• _Work instructions_
Lines that contain "Mariscal" are to be copied from the material, every one of them.

• _Given information_
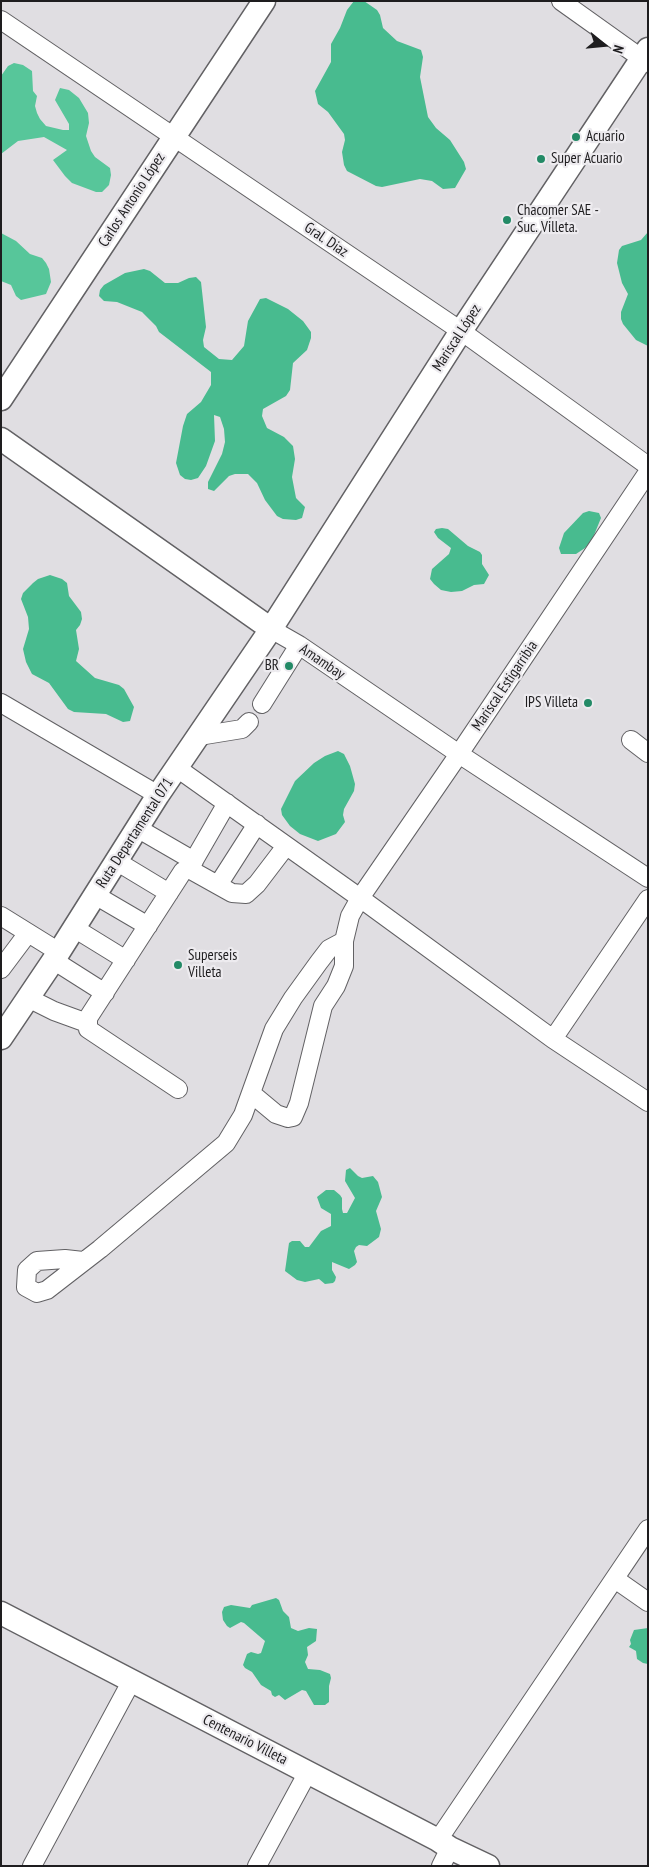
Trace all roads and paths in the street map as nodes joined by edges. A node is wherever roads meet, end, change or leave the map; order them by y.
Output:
1 (264, 1) edge
2 (561, 1) edge
3 (1, 20) edge
4 (646, 57) edge
5 (173, 137) junction
6 (461, 331) junction
7 (1, 399) edge
8 (1, 439) edge
9 (648, 466) edge
10 (648, 472) edge
11 (271, 629) junction
12 (299, 645) junction
13 (1, 703) edge
14 (262, 704) dead end
15 (249, 722) dead end
16 (199, 736) junction
17 (631, 740) dead end
18 (648, 753) edge
19 (459, 754) junction
20 (177, 768) junction
21 (158, 795) junction
22 (227, 803) junction
23 (256, 824) junction
24 (137, 828) junction
25 (286, 846) junction
26 (116, 861) junction
27 (192, 865) junction
28 (648, 878) edge
29 (218, 885) junction
30 (169, 893) junction
31 (95, 895) junction
32 (360, 898) junction
33 (648, 899) edge
34 (1, 916) edge
35 (148, 926) junction
36 (74, 928) junction
37 (28, 933) junction
38 (344, 941) junction
39 (56, 956) junction
40 (126, 960) junction
41 (1, 969) edge
42 (105, 993) junction
43 (28, 998) junction
44 (87, 1023) junction
45 (1, 1038) edge
46 (553, 1039) junction
47 (178, 1089) dead end
48 (252, 1094) junction
49 (648, 1102) edge
50 (84, 1262) dead end
51 (648, 1528) edge
52 (614, 1579) junction
53 (648, 1602) edge
54 (1, 1614) edge
55 (131, 1682) junction
56 (308, 1772) junction
57 (443, 1851) edge
58 (32, 1866) edge
59 (257, 1866) edge
60 (488, 1866) edge

1 - 5 main road, Carlos Antonio López
2 - 4 street
3 - 5 street, Gral. Diaz
4 - 6 main road, Mariscal López
5 - 6 street, Gral. Diaz
5 - 7 main road, Carlos Antonio López
6 - 9 street, Gral. Diaz
6 - 11 main road, Mariscal López
8 - 11 main road, Amambay
10 - 19 street, Mariscal Estigarribia
11 - 12 street, Amambay
11 - 16 main road, Ruta Departamental 071
12 - 14 street
12 - 19 street, Amambay
13 - 21 street
15 - 16 street
16 - 20 main road, Ruta Departamental 071
17 - 18 street
19 - 28 street, Amambay
19 - 32 street, Mariscal Estigarribia
20 - 21 main road, Ruta Departamental 071
20 - 22 street
21 - 24 main road, Ruta Departamental 071
22 - 23 street
22 - 27 street
23 - 25 street
23 - 29 street
24 - 26 main road, Ruta Departamental 071
24 - 27 street
25 - 29 street
25 - 32 street
26 - 30 street
26 - 31 main road, Ruta Departamental 071
27 - 29 street
27 - 30 street
30 - 35 street
31 - 35 street
31 - 36 main road, Ruta Departamental 071
32 - 38 street, Mariscal Estigarribia
32 - 46 street
33 - 46 street
34 - 37 street
35 - 40 street
36 - 39 main road, Ruta Departamental 071
36 - 40 street
37 - 39 street
37 - 41 street
38 - 48 street
38 - 48 street, Mariscal Estigarribia
39 - 42 street
39 - 43 main road, Ruta Departamental 071
40 - 42 street
42 - 44 street
43 - 44 street
43 - 45 main road, Ruta Departamental 071
44 - 47 street
46 - 49 street
48 - 50 street
51 - 52 street
52 - 53 street
52 - 57 street
54 - 55 main road, Centenario Villeta
55 - 56 main road, Centenario Villeta
55 - 58 street
56 - 57 main road, Centenario Villeta
56 - 59 street
57 - 60 main road, Centenario Villeta

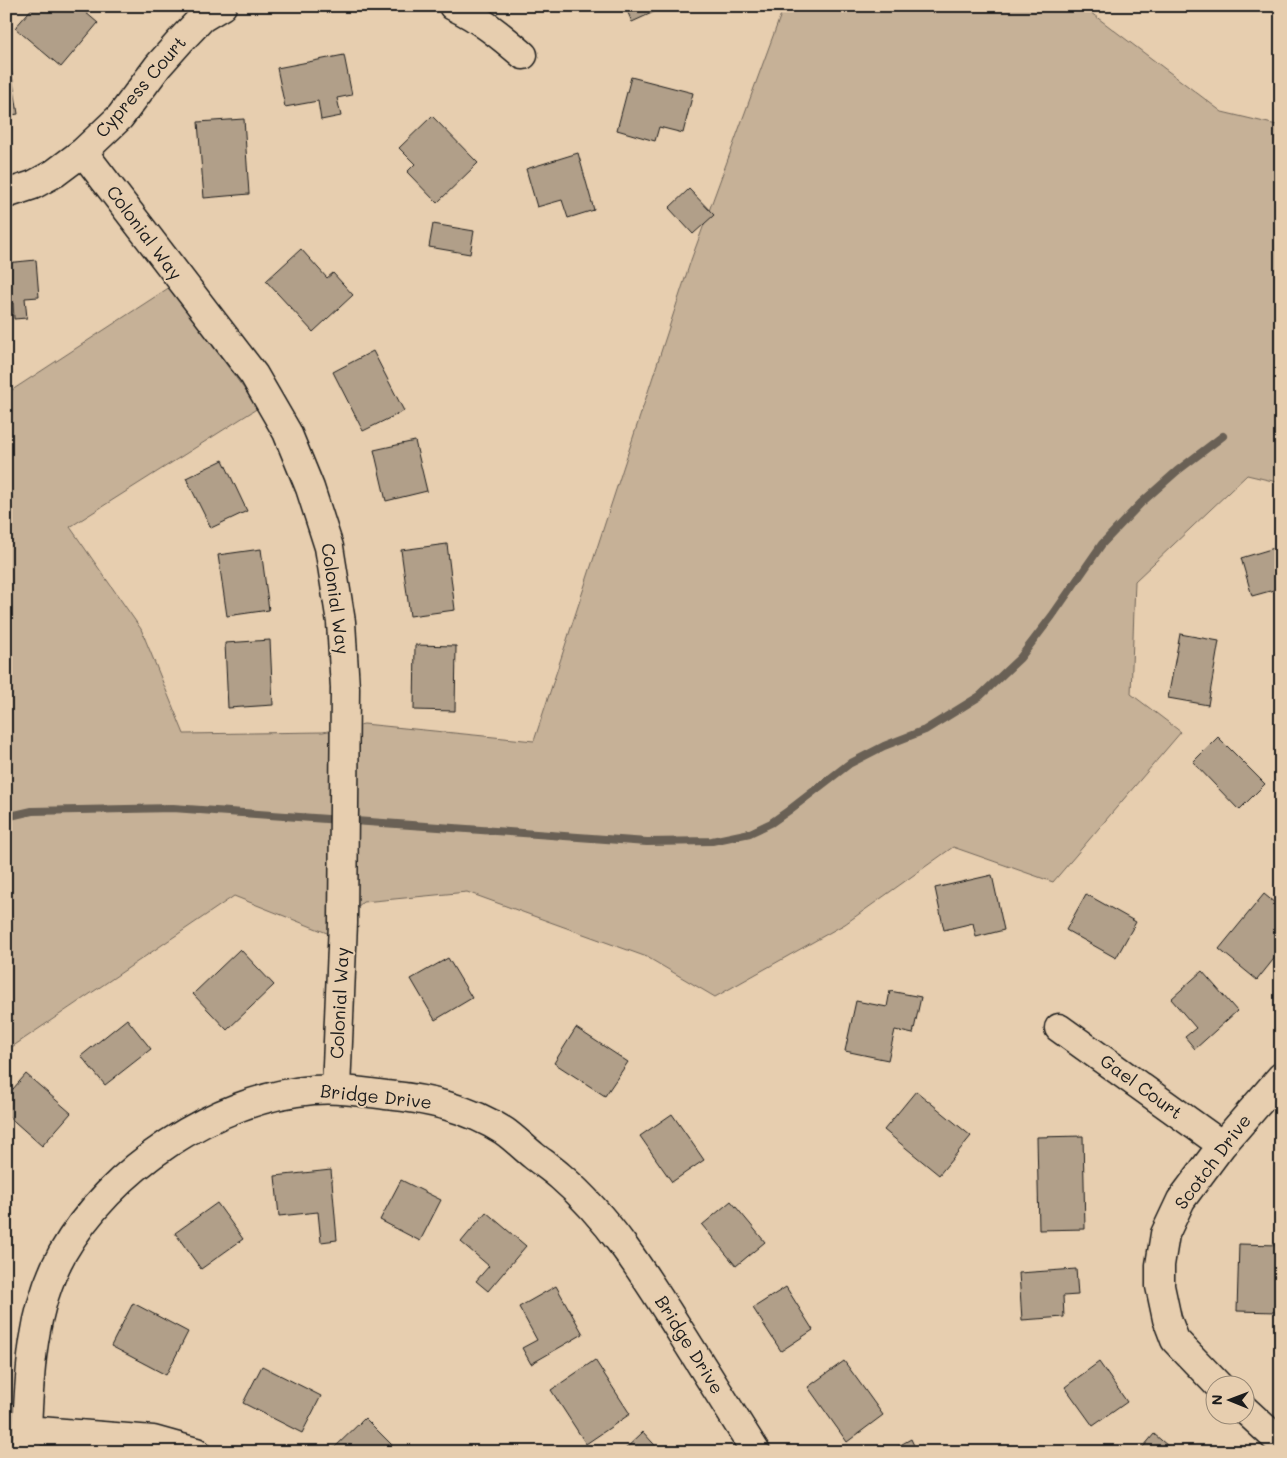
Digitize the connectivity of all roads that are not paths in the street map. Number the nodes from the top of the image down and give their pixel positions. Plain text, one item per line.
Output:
1 (222, 6) edge
2 (453, 6) edge
3 (523, 55) dead end
4 (83, 152) junction
5 (6, 194) edge
6 (1059, 1028) dead end
7 (1281, 1077) edge
8 (336, 1089) junction
9 (1222, 1145) junction
10 (1209, 1376) edge
11 (1254, 1418) edge
12 (27, 1441) edge
13 (1281, 1443) edge
14 (196, 1452) edge
15 (756, 1452) edge

1 - 4 street, Cypress Court
2 - 3 street
4 - 5 street, Cypress Court
4 - 8 street, Colonial Way
6 - 9 street, Gael Court
7 - 9 street, Scotch Drive
8 - 12 street, Bridge Drive
8 - 15 street, Bridge Drive
9 - 10 street, Scotch Drive
11 - 13 street
12 - 14 street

• _Output of the task_
4 - 6 main road, Mariscal López
6 - 11 main road, Mariscal López
10 - 19 street, Mariscal Estigarribia
19 - 32 street, Mariscal Estigarribia
32 - 38 street, Mariscal Estigarribia
38 - 48 street, Mariscal Estigarribia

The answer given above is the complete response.